I am building the e-bike of kayaks.

So how do you control a DIY electric kayak? With a phone app? With a remote control? All while trying to hold a kayak paddle? I wanted the user interface to feel as natural as possible without removing you from the actual experience of kayaking. This Instructable shows my solution. A subtle, water proof, on oar solution that keeps the user fully engaged.
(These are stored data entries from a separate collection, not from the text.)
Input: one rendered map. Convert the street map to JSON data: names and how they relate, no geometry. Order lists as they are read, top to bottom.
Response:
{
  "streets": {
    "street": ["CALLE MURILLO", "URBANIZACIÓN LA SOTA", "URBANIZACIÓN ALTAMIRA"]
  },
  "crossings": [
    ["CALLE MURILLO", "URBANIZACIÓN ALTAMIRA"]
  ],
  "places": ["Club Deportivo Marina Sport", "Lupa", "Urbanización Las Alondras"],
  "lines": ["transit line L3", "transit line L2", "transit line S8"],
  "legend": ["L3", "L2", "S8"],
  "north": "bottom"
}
If you missed part one, get outta here! Go. Check it out, then come back. It’s all about creating the minimum viable product, proving I could create an electric kayak for under $1,000. If you’ve already seen part one then you’re in the right place. This is phase two of my DIY, AI powered, electric kayak (that’s a mouthful).

Phase Two

As much as I love getting weird looks on the lake, it was time to get the computer out of my lap and build up the form factor oar hardware! I’ll break down the oar cluster electronics and firmware that goes inside this 3D printed housing. And in the next post will go into further detail about designing and testing the 3D printed housing itself.
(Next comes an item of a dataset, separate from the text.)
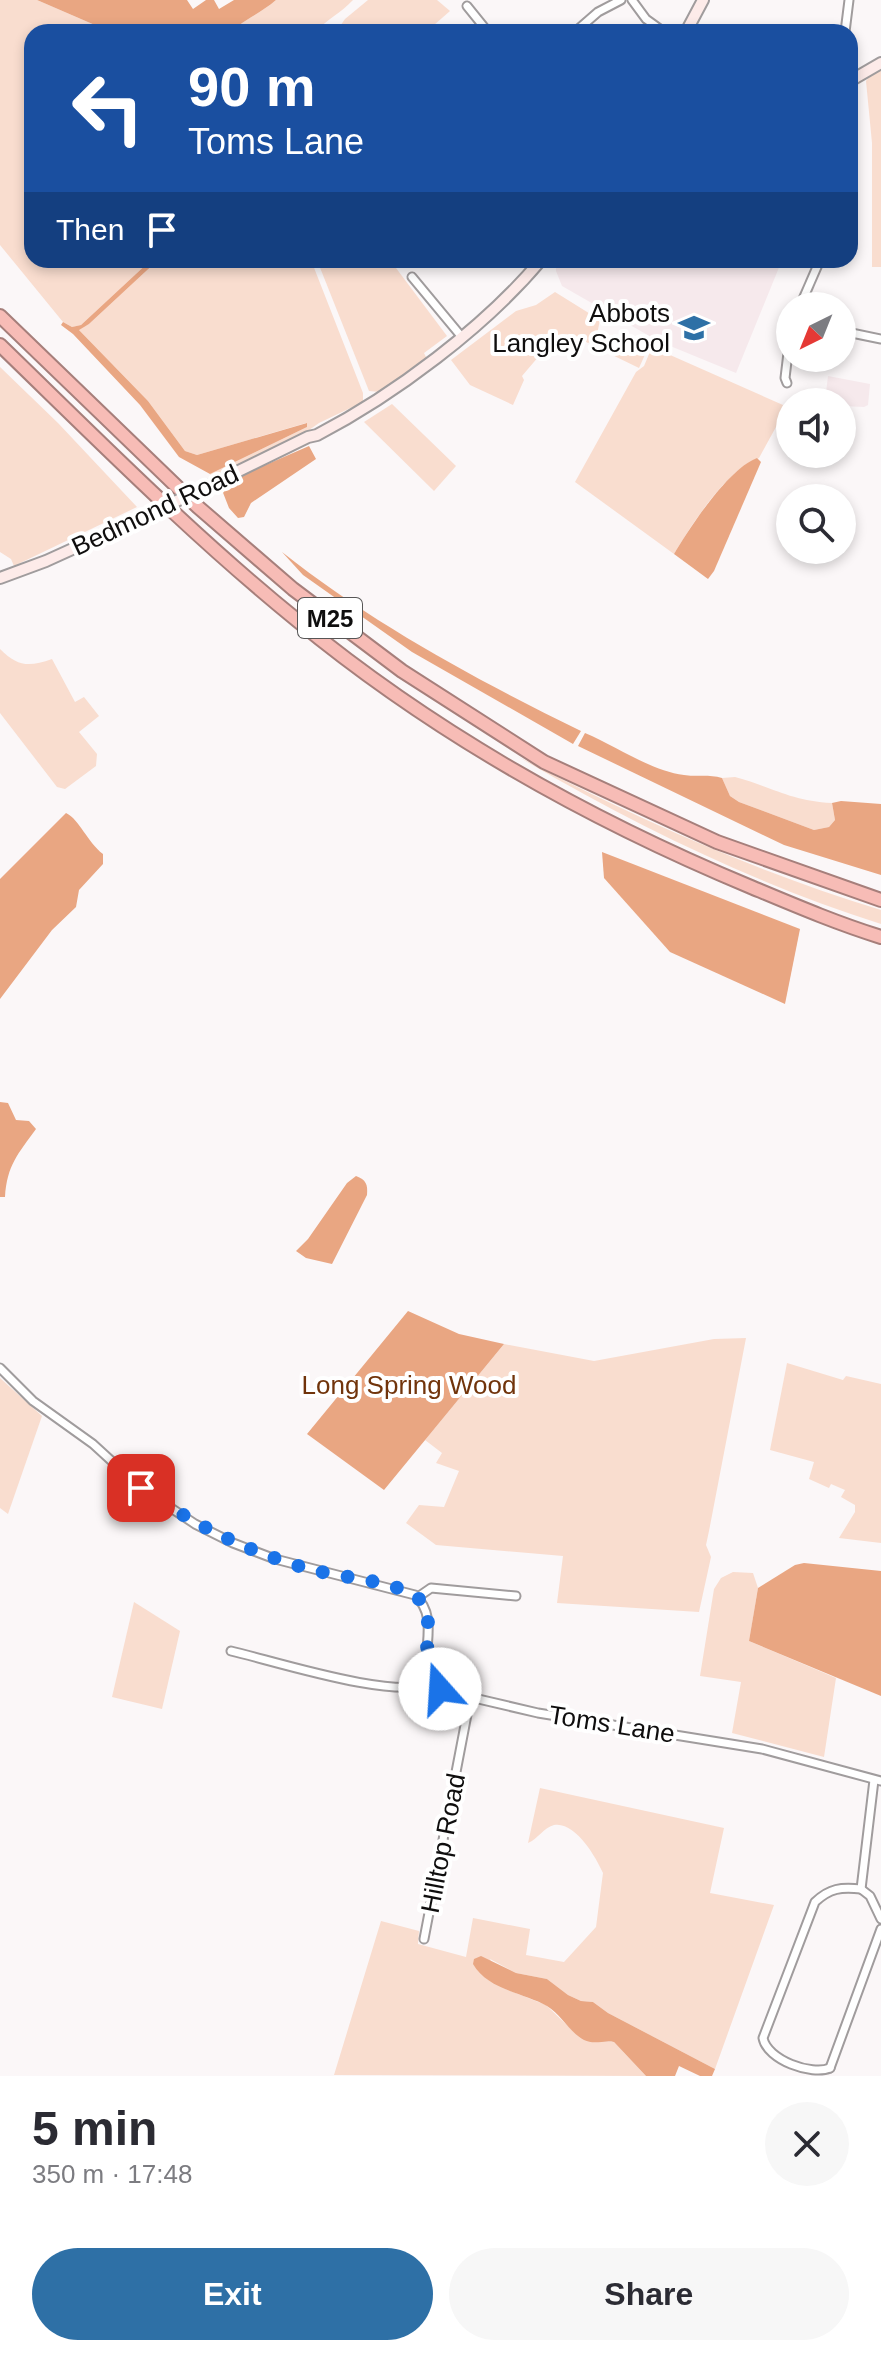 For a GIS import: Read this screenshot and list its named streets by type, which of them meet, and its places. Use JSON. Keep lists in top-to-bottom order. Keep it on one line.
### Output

Check out the full video on my YouTube channel!

If you want to see more, consider buying me a coffee! Every small donation is like a little boost of motivation!

 

3D Printed Oar Housing

Let’s talk real quick about this 3D printed oar cluster housing. My good friend and talented designer, Jordan Godoy created this for me. It took a lot of iterations and we’re still testing and tweaking things. We went with this tubular design for two reasons, one to fit the LED ring and two, water proofing with an O-ring sounded 100 times easier than with a custom shaped gasket.
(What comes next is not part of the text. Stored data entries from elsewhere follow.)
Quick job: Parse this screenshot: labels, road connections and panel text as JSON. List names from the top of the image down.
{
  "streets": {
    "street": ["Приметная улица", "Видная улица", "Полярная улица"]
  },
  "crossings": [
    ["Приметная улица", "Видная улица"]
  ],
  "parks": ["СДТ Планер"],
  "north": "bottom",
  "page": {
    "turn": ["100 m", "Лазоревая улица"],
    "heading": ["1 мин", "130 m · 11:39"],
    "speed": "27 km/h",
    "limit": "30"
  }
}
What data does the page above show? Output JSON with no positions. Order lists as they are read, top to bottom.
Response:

You can expect another post / video coming soon showing that whole process so make sure to subscribe so you don’t miss out!

 

System Overview

Overall System

The final system will have two halves, the kayak portion and the oar hardware cluster. The oar cluster acts as the user input / feedback, gathers AI training data and generally look super awesome. The kayak half contains the battery, speed controller and anti-spark switch. The kayak half won’t change much from part one except for the addition of a Raspberry Pi. The Pi talks to the oar hardware through an RF transceiver, receiving commands on how to set the motor speed as well as collecting oar positional data.

In the next phase of the project, the Pi will do a lot more but for now, all it does is log the oar positional IMU data.

Oar System

Before talking about the oar electronics and firmware design in detail, let’s understand what I need the oar cluster to do.

Modes:

I want the kayak to have 2 modes, automatic and manual. Automatic mode is what I am calling the e-bike functionality. It will be able to detect when someone is paddling and automatically assist them in speed and direction control. In manual mode, the user can just turn on the motor to a set speed and it will stay on wether they are paddling or not. Both modes will have a low, medium and high speed setting all controlled through a single push button input.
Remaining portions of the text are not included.